Si è conclusa lo scorso 2 aprile la grande retrospettiva che la Fondation Louis Vuitton di Parigi ha dedicato a Mark Rothko (1903-1970), con circa 115 opere che ne hanno raccontato la parabola dagli esordi pittorici alla tragica fine. Emma Bozzi l’ha visitata per Cultweek e ne trae le sue riflessioni su contenuto e contenitore.
Rothko. Markus Yakovlevich Rothkowitz. 1903, Lettonia. 1970, suicida, New York. Nessuna necessità di didascalie alla sua pittura men che meno alla sua vita.
La primavera è qui e Aprile accomiata con lieta gratitudine 115 quadri, 8 Av. du Mahatma Gandhi, 75116
Paris.
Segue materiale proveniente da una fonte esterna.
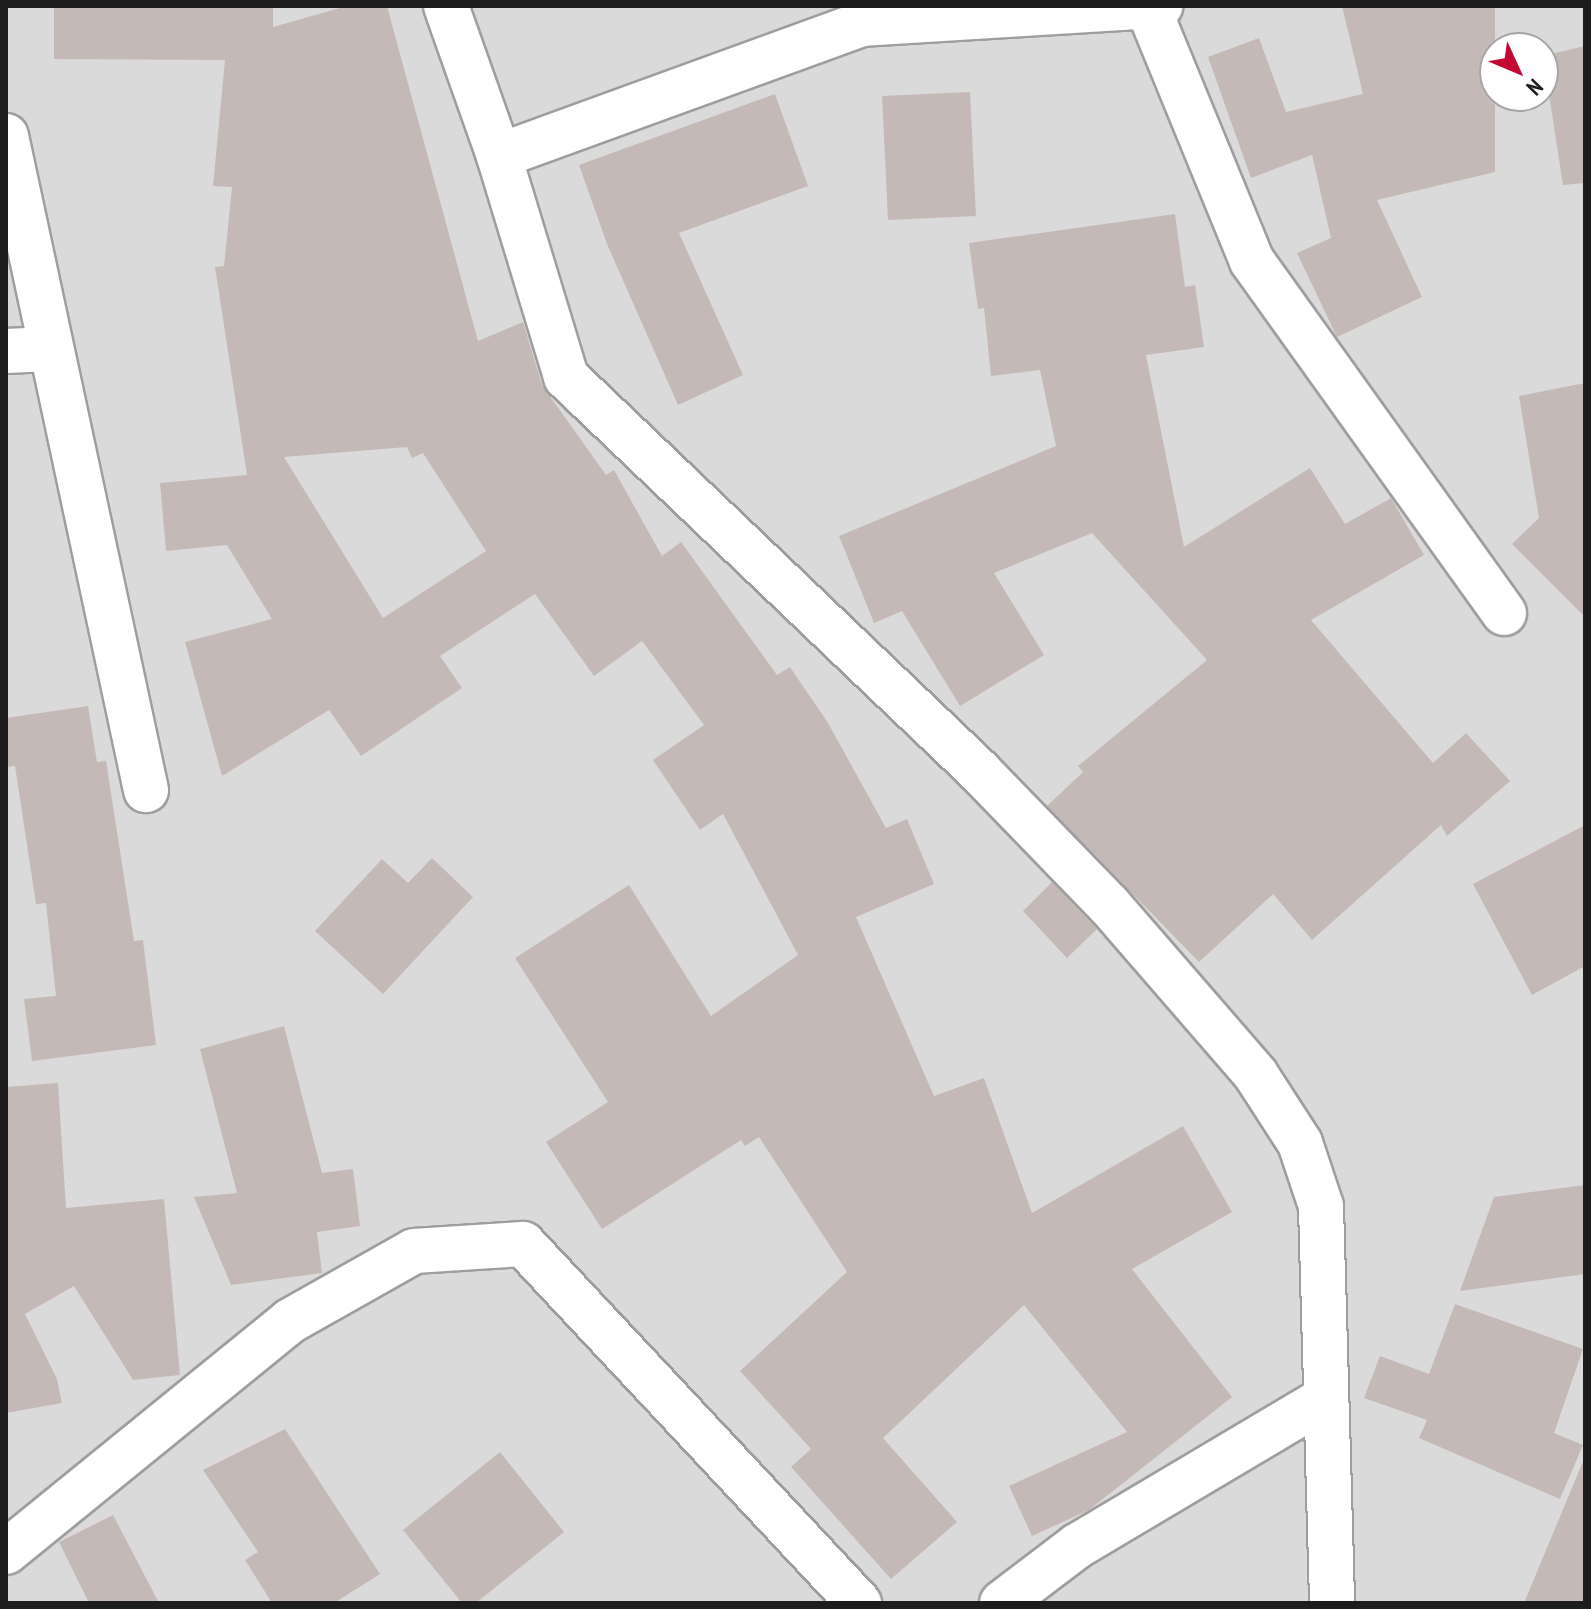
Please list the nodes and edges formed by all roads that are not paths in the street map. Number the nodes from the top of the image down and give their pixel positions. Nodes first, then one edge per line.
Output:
1 (446, 6) edge
2 (1154, 8) edge
3 (943, 12) edge
4 (6, 136) edge
5 (499, 156) junction
6 (50, 349) junction
7 (6, 351) edge
8 (1504, 613) dead end
9 (146, 790) dead end
10 (1323, 1400) junction
11 (6, 1552) edge
12 (859, 1603) edge
13 (1002, 1603) edge
14 (1332, 1603) edge

1 - 5 street
2 - 3 street
2 - 8 street
3 - 5 street
4 - 6 street
5 - 10 street
6 - 7 street
6 - 9 street
10 - 13 street
10 - 14 street
11 - 12 street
I silenzi ventrali e gli sguardi sulfurei delle tele di Rothko annunciano e rifuggono l’effervescenza eterea della stagione quanto vi si avvicina il lieto respiro dei bianchi di Ryman, in esposizione all’Orangerie. Das Unheimliche, il perturbante, da Freud a Didi-Huberman. Nulla di primaverile, se non la tensione e l’odore di ozono dei cieli temporaleschi. Giunti all’ultimo piano la schiena duole ed il fumatore avrà cercato invano un luogo dove sfogare la sedimentazione emotiva, ricacciato in strada disorientato nell’urgenza frettolosa una decina di piani sotto. Resta un senso di vertigine, quasi nausea. Poco del romanticismo di Friedrich, lontano da sensi spettacolari. Poesia cruda. Sale sulla ferita. L’amaro compito delle carogne di corropere il sole. Il sangue si fa verde sottopelle, sottile gelosia. Gli affezionati sussultano a verificarne il tradimento. In fondo è paradosso, come questa fila incongrua e disorganizzata e la seducente accozzaglia patinata e disorganica dell’edificio. Fondazione Vuitton. Bernard Arnauld, colui che con Mask si contente il titolo di uomo più ricco del mondo, proprietario della fondazione. Senza scopo di lucro, per il progetto della LVF presso il Bois de Boulogne ottiene 600 milioni di finanziamento statale su 700 milioni di costi effettivi. Il piano iniziale del 2006 ne prevedeva 100. Lo sfruttamento dell’agevolazione fiscale ha visto 24 imprese in Francia usufruire del 44% delle agevolazioni del 2016, che hanno permesso di dedurre il 60% dell’imposta sulla società.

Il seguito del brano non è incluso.